ASSIGNED TASK: Search the records for the string "than". Copy each line where it occurs.

INFORMATION PROVIDED:
- - - - -

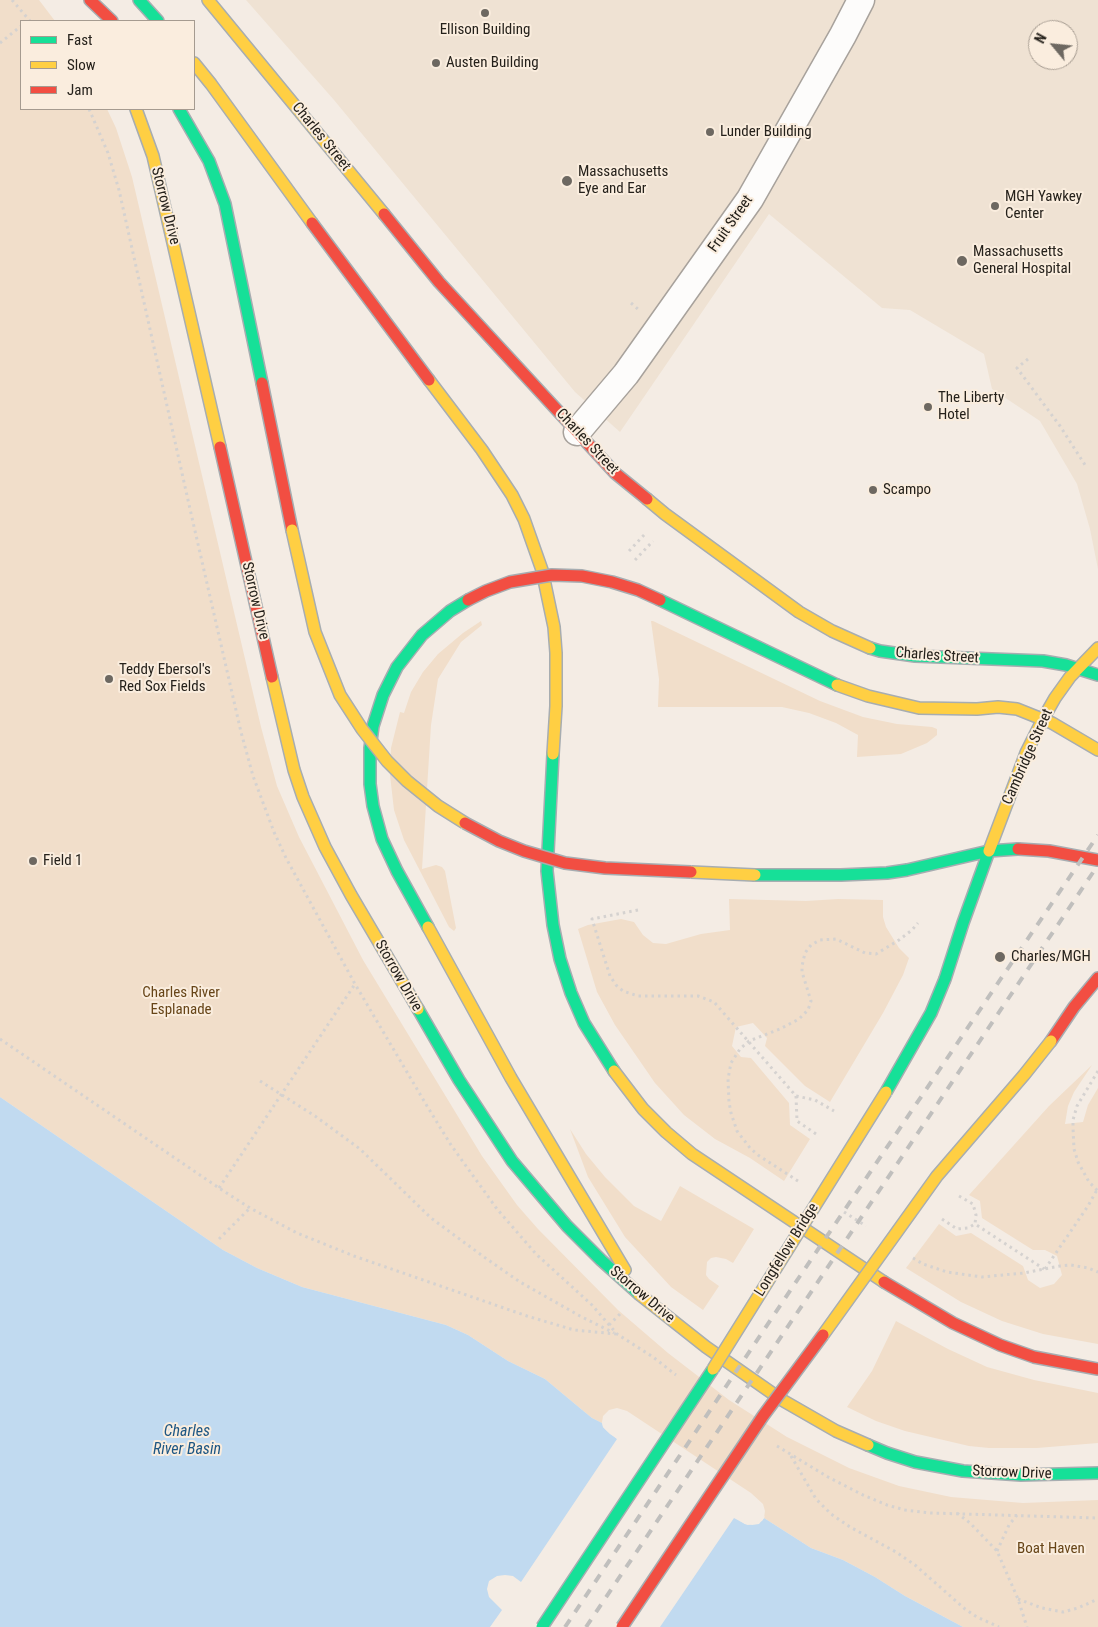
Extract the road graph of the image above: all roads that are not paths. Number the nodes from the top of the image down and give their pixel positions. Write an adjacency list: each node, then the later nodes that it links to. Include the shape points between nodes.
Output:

- - - - -

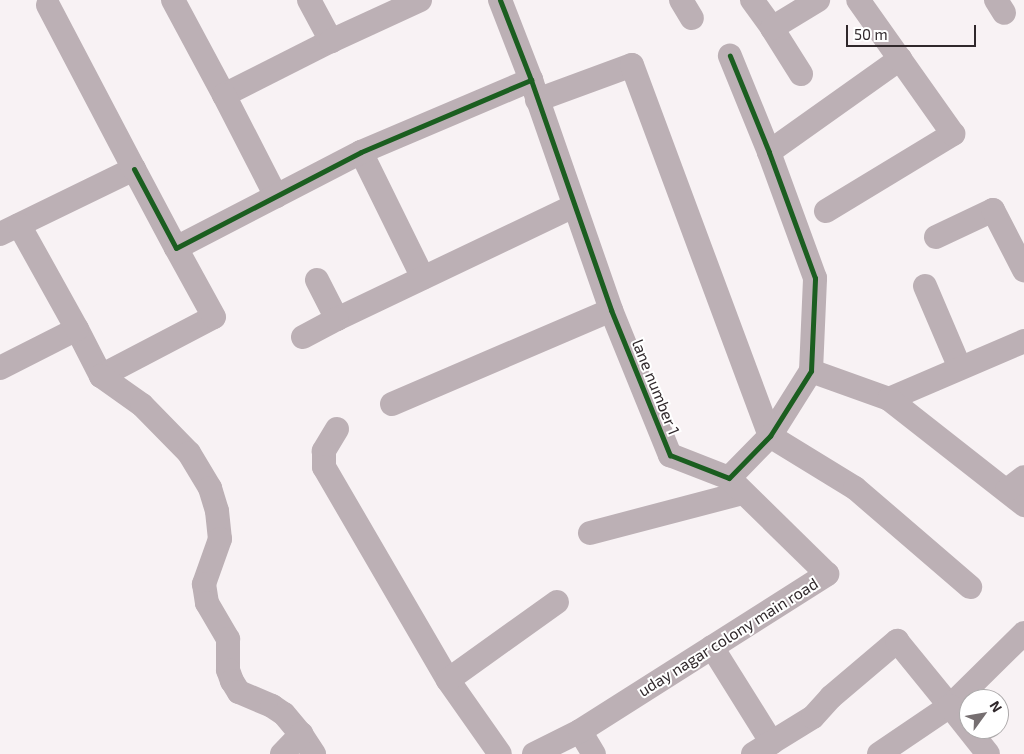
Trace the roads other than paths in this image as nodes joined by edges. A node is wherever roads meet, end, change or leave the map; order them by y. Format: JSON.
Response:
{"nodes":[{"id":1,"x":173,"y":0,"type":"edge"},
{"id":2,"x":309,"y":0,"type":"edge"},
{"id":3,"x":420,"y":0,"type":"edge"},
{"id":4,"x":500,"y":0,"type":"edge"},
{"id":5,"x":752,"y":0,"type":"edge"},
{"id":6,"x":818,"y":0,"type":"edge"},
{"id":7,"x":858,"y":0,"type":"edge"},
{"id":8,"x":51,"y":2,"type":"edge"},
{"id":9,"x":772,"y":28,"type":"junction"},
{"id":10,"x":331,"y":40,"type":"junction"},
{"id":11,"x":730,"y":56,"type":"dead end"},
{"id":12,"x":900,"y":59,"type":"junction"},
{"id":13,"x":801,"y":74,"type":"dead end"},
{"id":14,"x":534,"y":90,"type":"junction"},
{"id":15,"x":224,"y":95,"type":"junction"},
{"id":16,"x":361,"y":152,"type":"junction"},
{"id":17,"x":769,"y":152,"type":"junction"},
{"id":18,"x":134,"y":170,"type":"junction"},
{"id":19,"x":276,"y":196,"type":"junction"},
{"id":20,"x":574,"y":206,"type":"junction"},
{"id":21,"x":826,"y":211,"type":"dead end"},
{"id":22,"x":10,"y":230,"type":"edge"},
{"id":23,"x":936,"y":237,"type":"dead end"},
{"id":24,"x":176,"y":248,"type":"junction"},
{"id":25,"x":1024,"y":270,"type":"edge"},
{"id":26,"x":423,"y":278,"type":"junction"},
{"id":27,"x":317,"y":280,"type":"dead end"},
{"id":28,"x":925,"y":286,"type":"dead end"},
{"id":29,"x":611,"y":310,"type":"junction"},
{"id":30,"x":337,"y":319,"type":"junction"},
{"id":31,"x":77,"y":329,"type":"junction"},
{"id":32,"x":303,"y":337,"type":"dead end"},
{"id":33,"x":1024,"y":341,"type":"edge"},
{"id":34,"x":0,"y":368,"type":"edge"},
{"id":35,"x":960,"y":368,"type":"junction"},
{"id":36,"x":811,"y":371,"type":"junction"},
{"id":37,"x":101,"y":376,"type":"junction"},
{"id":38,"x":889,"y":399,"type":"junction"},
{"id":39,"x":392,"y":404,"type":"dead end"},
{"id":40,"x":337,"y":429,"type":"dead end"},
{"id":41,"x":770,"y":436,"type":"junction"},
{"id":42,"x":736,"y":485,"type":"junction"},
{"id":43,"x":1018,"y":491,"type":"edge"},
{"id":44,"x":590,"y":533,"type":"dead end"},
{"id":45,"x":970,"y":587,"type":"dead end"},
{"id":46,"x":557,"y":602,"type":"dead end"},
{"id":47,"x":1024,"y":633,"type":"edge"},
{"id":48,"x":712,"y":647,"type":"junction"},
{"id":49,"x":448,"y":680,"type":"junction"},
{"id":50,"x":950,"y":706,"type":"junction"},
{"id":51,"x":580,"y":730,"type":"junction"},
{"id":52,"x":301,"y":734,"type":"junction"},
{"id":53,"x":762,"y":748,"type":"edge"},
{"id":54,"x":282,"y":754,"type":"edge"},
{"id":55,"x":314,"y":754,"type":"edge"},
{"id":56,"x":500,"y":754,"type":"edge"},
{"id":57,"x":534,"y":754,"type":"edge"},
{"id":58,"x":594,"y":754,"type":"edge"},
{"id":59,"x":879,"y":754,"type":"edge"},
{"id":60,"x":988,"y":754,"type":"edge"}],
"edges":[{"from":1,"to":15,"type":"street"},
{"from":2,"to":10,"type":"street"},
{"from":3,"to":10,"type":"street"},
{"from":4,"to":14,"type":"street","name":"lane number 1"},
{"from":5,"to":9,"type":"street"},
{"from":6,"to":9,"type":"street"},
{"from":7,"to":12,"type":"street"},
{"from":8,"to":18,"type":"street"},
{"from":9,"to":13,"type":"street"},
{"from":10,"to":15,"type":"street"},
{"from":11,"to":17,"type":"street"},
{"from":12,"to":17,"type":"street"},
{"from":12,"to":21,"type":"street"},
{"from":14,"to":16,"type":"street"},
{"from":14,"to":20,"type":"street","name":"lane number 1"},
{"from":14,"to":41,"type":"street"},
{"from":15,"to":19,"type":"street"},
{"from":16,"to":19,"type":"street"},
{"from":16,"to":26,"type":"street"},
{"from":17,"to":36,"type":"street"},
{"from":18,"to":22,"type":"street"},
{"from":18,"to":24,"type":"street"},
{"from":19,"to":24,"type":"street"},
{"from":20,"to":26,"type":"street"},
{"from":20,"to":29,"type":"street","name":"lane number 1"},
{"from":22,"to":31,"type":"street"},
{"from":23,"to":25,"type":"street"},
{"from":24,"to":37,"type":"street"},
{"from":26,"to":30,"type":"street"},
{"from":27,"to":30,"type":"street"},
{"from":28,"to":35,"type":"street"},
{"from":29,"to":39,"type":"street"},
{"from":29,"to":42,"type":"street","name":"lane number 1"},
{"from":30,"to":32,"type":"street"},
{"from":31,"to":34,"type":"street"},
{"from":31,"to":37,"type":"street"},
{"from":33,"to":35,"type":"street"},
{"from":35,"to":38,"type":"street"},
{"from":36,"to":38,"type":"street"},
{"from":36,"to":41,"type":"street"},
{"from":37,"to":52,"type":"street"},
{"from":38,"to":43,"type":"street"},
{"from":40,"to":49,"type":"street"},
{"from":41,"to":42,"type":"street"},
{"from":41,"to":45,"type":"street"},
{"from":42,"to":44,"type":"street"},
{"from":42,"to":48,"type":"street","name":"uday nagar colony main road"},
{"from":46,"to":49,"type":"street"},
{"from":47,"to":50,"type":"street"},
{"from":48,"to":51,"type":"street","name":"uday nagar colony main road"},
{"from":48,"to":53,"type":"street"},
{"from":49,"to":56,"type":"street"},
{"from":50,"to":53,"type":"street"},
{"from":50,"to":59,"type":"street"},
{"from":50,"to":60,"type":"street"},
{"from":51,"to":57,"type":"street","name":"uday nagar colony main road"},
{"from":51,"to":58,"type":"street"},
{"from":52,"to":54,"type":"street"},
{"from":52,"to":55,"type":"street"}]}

- - - - -

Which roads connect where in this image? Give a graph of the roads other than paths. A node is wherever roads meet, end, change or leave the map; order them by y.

- - - - -

EXERCISE ANSWER:
Trace the roads other than paths in this image as nodes joined by edges. A node is wherever roads meet, end, change or leave the map; order them by y. Format: JSON.
Which roads connect where in this image? Give a graph of the roads other than paths. A node is wherever roads meet, end, change or leave the map; order them by y.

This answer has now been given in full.